/---
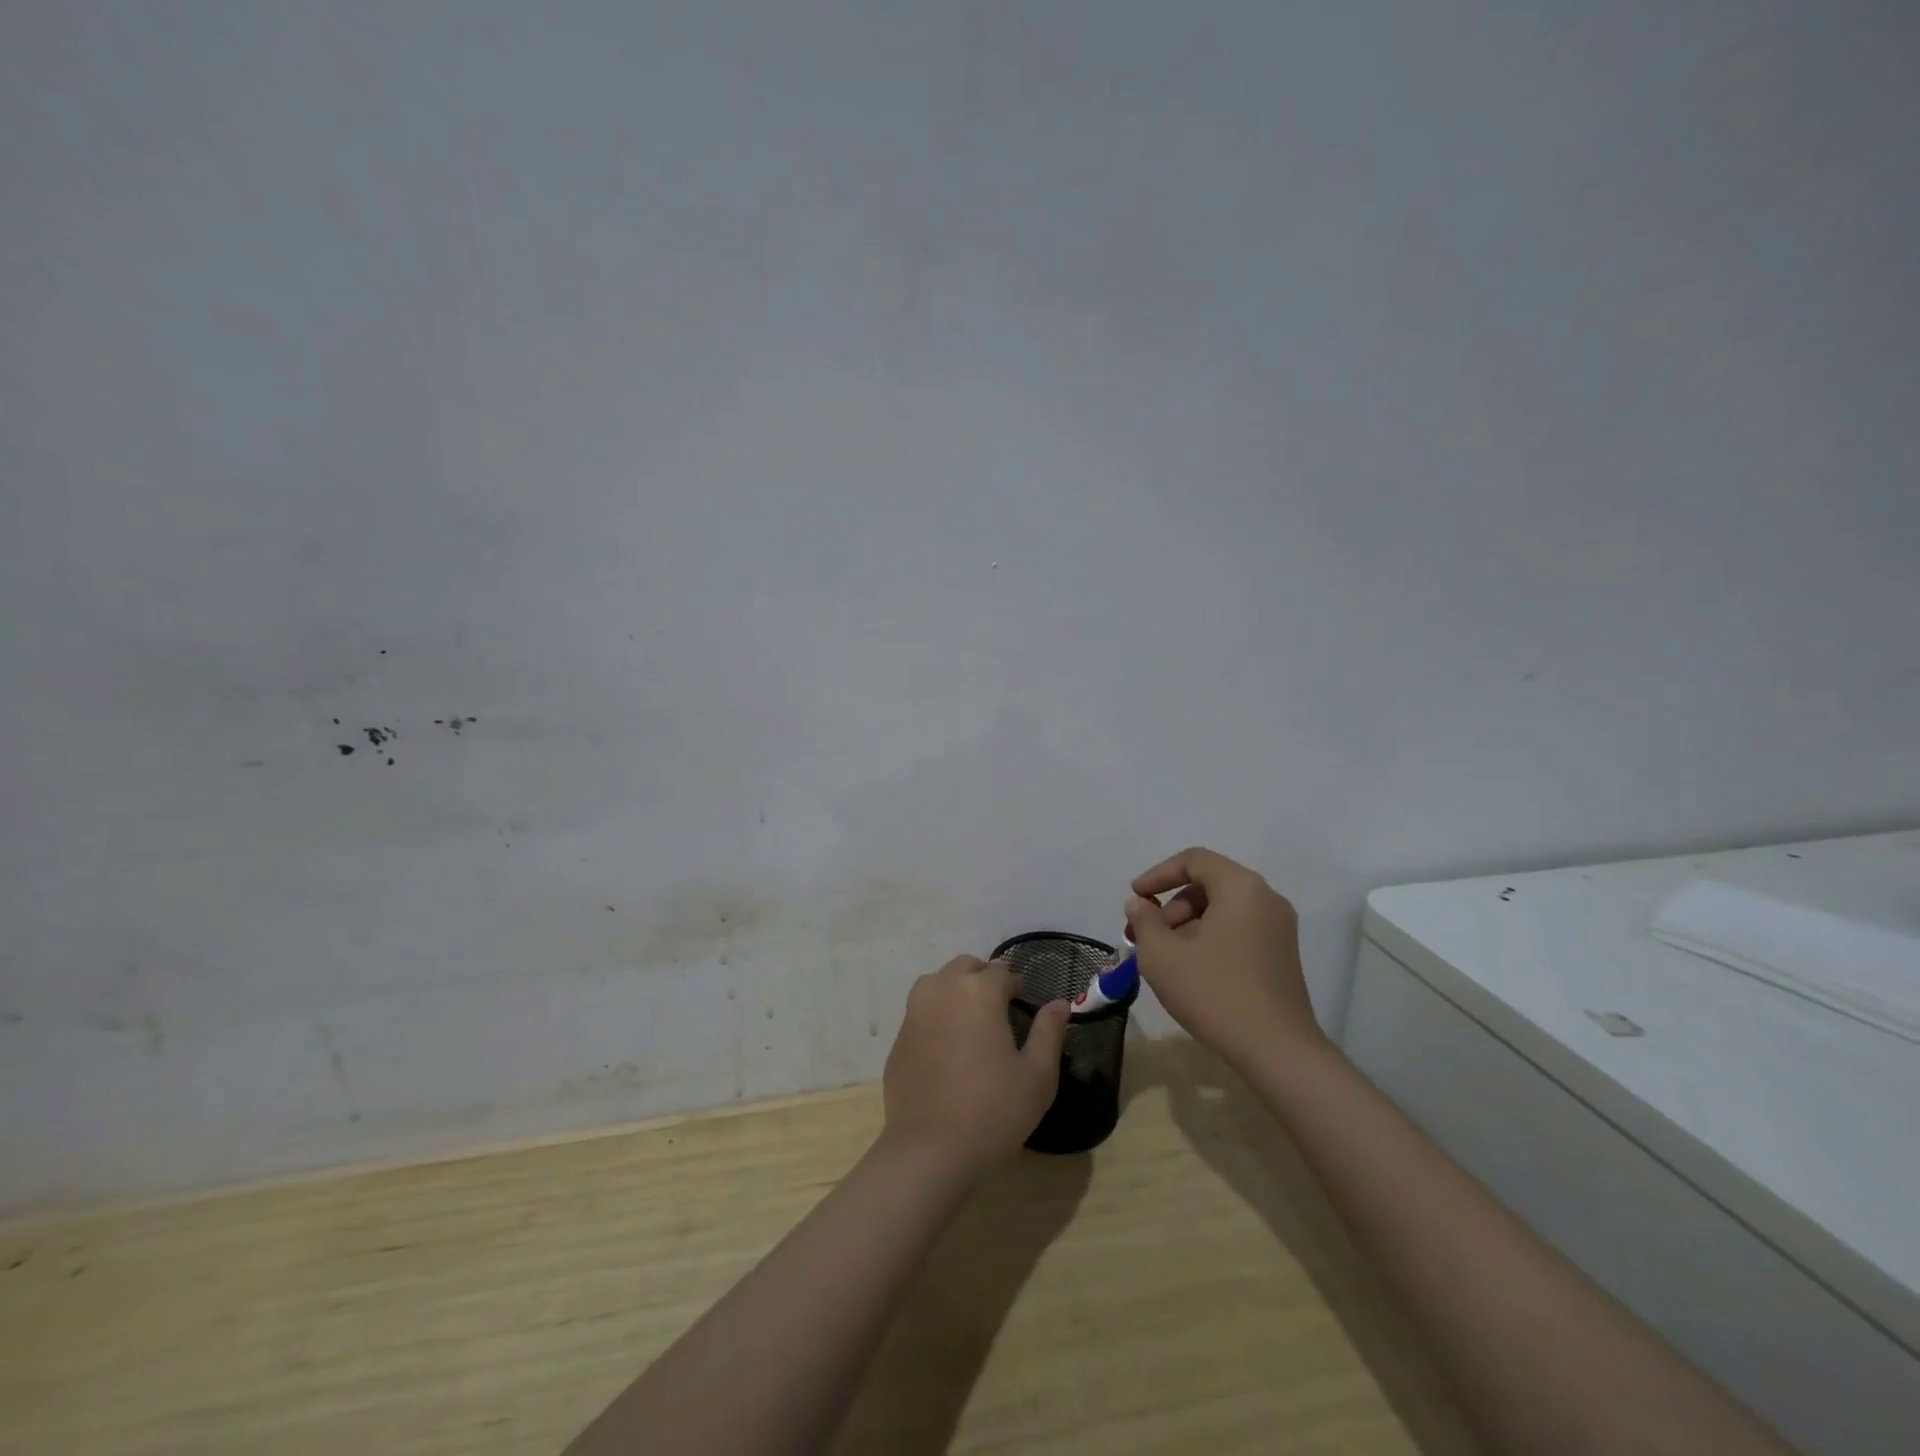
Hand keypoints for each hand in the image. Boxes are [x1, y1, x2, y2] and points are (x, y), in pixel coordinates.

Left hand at [881, 956, 1069, 1176]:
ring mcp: (914, 1012)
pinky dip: (936, 1016)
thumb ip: (1049, 1031)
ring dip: (956, 990)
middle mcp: (942, 990)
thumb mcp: (1037, 1076)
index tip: (1023, 1004)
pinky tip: (947, 1049)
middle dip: (984, 979)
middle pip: (965, 967)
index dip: (1015, 985)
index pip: (1001, 972)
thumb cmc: (993, 1111)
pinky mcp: (898, 1038)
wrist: (929, 1151)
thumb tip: (1059, 1003)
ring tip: (971, 1022)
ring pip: (937, 983)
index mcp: (978, 992)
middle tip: (999, 1009)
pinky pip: (921, 1012)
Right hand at [1125, 847, 1325, 1068]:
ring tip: (1165, 956)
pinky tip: (1191, 969)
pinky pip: (1238, 929)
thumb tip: (1140, 904)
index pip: (1194, 860)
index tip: (1136, 898)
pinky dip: (1209, 937)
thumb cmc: (1215, 992)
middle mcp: (1266, 898)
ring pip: (1222, 909)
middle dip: (1171, 905)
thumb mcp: (1162, 955)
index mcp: (1241, 887)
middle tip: (1147, 935)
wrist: (1277, 1050)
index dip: (1158, 874)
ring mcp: (1279, 928)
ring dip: (1187, 923)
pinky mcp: (1282, 954)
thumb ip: (1144, 920)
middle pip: (1208, 884)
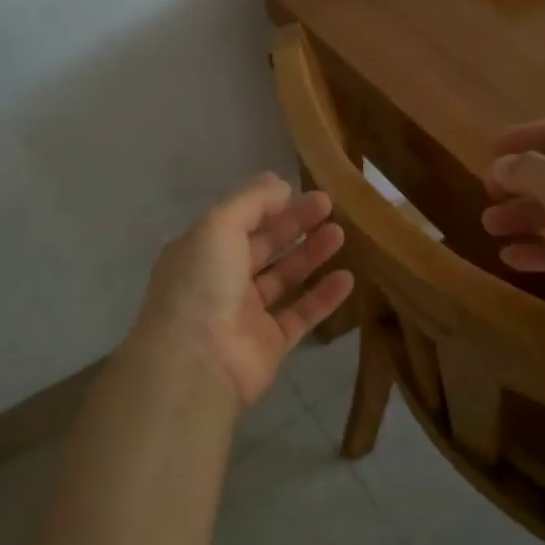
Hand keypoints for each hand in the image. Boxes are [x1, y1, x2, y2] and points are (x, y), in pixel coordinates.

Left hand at [130, 174, 354, 408]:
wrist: (197, 362)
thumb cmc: (203, 283)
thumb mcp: (219, 225)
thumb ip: (251, 201)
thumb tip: (278, 182)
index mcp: (201, 251)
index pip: (239, 221)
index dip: (269, 205)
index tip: (302, 190)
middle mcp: (221, 280)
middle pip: (264, 246)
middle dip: (295, 225)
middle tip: (330, 205)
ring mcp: (245, 314)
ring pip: (284, 278)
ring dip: (311, 255)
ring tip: (340, 234)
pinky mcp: (269, 344)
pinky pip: (301, 315)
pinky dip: (323, 297)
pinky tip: (347, 278)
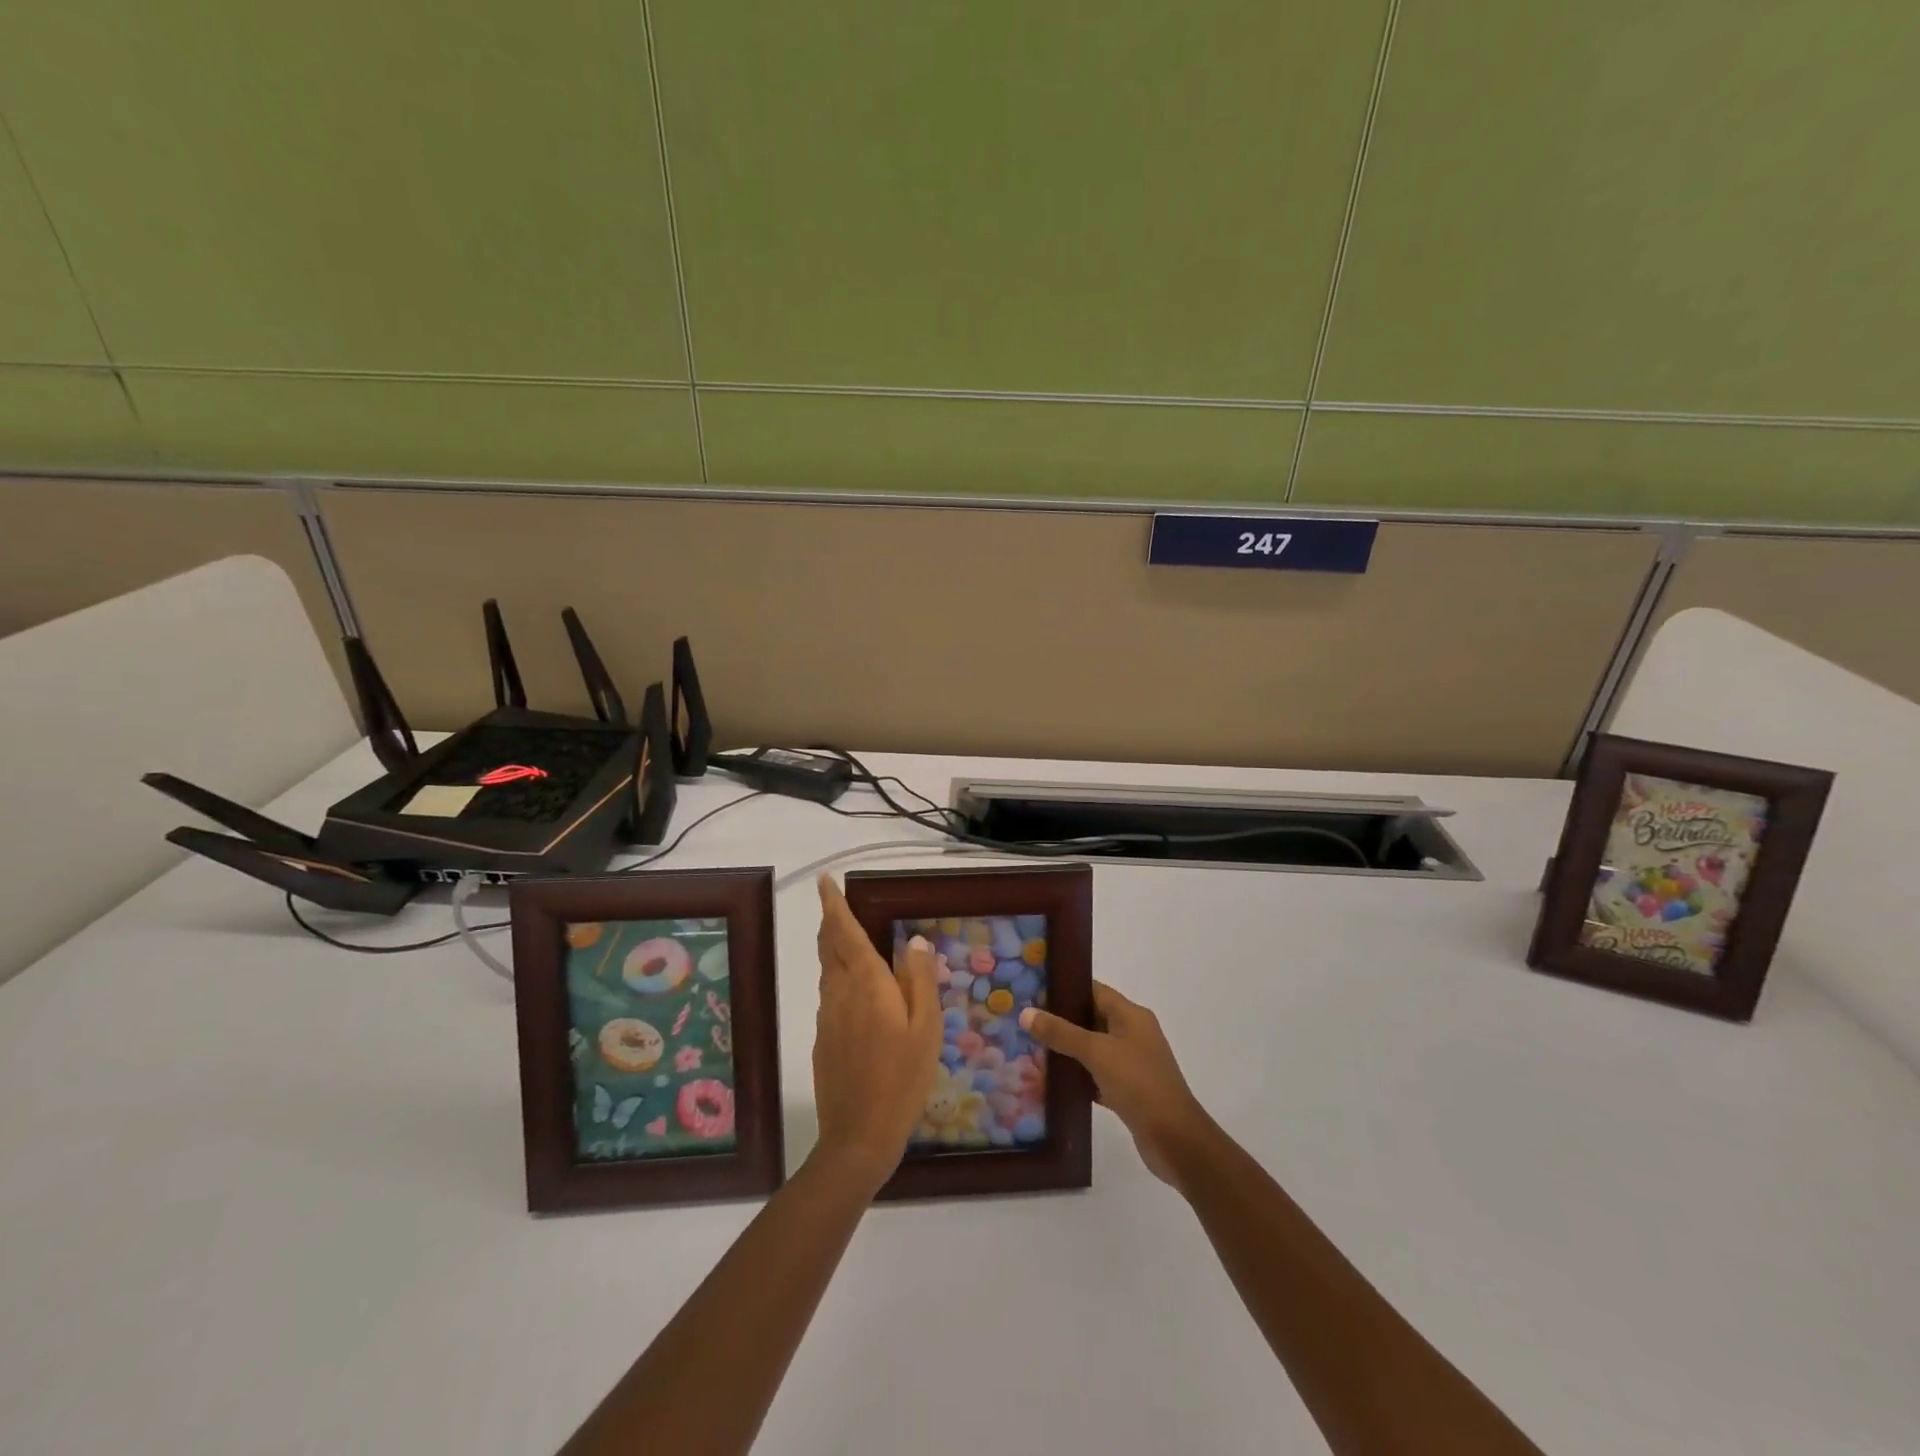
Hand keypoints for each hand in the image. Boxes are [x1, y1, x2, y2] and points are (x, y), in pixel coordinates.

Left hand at [810, 875, 942, 1188]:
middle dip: (829, 922)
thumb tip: (915, 940)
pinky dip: (837, 978)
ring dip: (832, 948)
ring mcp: (827, 1017)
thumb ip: (920, 980)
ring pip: (827, 971)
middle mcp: (839, 993)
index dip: (833, 905)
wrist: (859, 1137)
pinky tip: (855, 991)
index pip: (844, 932)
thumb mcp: (926, 1029)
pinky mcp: (822, 1039)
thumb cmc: (903, 1079)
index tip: (824, 882)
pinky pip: (829, 995)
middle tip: (833, 903)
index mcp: (867, 984)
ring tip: (847, 938)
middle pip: (828, 947)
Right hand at [1021, 981, 1209, 1187]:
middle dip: (1060, 1020)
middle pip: (1091, 1018)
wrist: (1175, 1140)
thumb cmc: (1139, 1083)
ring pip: (1092, 1049)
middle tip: (1025, 1021)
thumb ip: (1061, 1032)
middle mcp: (1133, 1034)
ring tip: (1030, 1048)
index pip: (1094, 990)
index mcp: (1131, 1015)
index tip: (1034, 990)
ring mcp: (1131, 1063)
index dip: (1066, 988)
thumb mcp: (1097, 1052)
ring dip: (1067, 1050)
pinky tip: (1052, 1082)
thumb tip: (1026, 1012)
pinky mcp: (1128, 1091)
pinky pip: (1096, 1075)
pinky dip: (1078, 1077)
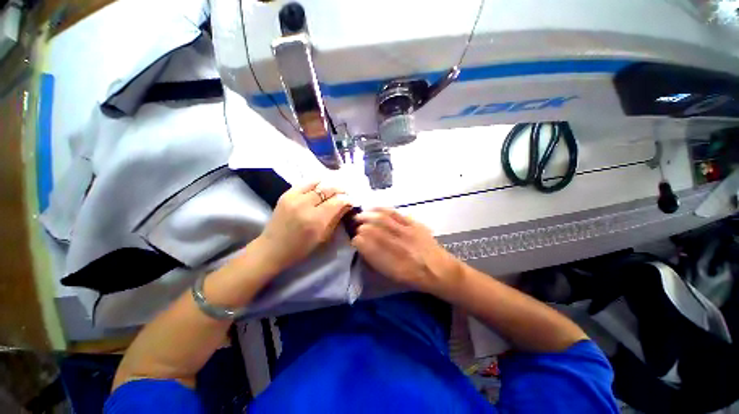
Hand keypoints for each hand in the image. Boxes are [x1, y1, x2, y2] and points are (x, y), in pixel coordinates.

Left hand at [253, 182, 351, 272]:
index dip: (346, 200)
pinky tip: (321, 186)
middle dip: (340, 190)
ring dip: (329, 186)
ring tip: (334, 190)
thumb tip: (347, 205)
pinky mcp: (286, 194)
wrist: (272, 248)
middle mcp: (305, 205)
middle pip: (328, 190)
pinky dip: (316, 183)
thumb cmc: (301, 248)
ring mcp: (294, 197)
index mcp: (316, 220)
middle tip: (345, 194)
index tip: (350, 201)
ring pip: (318, 183)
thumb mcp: (323, 237)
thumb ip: (336, 218)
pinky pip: (305, 182)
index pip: (337, 202)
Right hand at [352, 208, 461, 297]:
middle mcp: (398, 246)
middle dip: (360, 227)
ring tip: (359, 216)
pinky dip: (381, 210)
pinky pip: (394, 213)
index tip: (353, 240)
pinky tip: (373, 209)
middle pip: (372, 230)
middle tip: (354, 227)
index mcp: (391, 263)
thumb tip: (362, 246)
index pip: (368, 246)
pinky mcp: (413, 224)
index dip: (357, 241)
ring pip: (382, 219)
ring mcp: (407, 233)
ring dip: (367, 216)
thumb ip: (376, 261)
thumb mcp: (393, 276)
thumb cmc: (415, 277)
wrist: (440, 270)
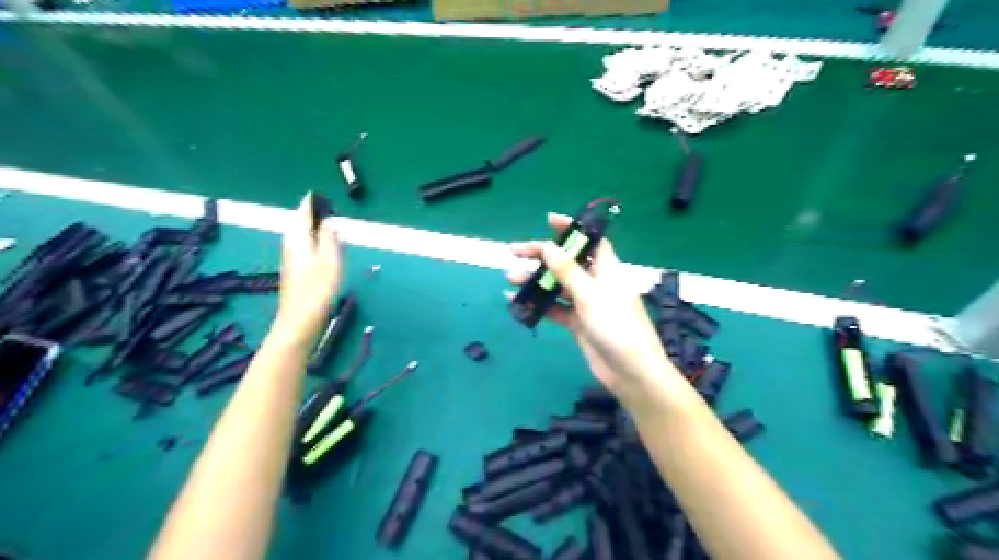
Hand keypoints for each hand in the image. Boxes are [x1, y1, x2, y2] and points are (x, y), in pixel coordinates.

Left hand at [273, 192, 345, 344]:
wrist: (299, 321)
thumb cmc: (317, 290)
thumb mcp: (330, 261)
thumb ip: (329, 239)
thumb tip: (329, 221)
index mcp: (298, 240)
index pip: (302, 215)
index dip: (311, 204)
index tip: (318, 195)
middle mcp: (291, 247)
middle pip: (298, 224)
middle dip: (309, 215)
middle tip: (323, 207)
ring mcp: (291, 260)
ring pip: (298, 236)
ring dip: (309, 228)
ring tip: (323, 223)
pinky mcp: (294, 272)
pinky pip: (302, 247)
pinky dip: (310, 241)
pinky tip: (319, 248)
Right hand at [508, 213, 679, 402]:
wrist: (631, 373)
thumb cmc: (617, 328)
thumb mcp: (591, 296)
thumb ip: (568, 272)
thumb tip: (549, 246)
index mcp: (608, 269)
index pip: (590, 240)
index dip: (571, 228)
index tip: (548, 220)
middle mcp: (597, 282)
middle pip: (567, 261)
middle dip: (541, 255)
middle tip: (514, 251)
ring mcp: (586, 303)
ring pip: (557, 285)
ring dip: (535, 280)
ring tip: (510, 280)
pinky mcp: (578, 323)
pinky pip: (555, 308)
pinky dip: (538, 304)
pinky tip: (516, 303)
\---
WORK INSTRUCTIONS: Your answer should consist of every line from the entries that holds "wrist".

RESPONSE BELOW:
wrist: (929, 1151)
wrist: (1277, 1050)
wrist: (197, 362)
wrist: (859, 1137)
wrist: (1175, 1140)
wrist: (272, 248)
wrist: (440, 270)
wrist: (299, 321)
wrist: (631, 373)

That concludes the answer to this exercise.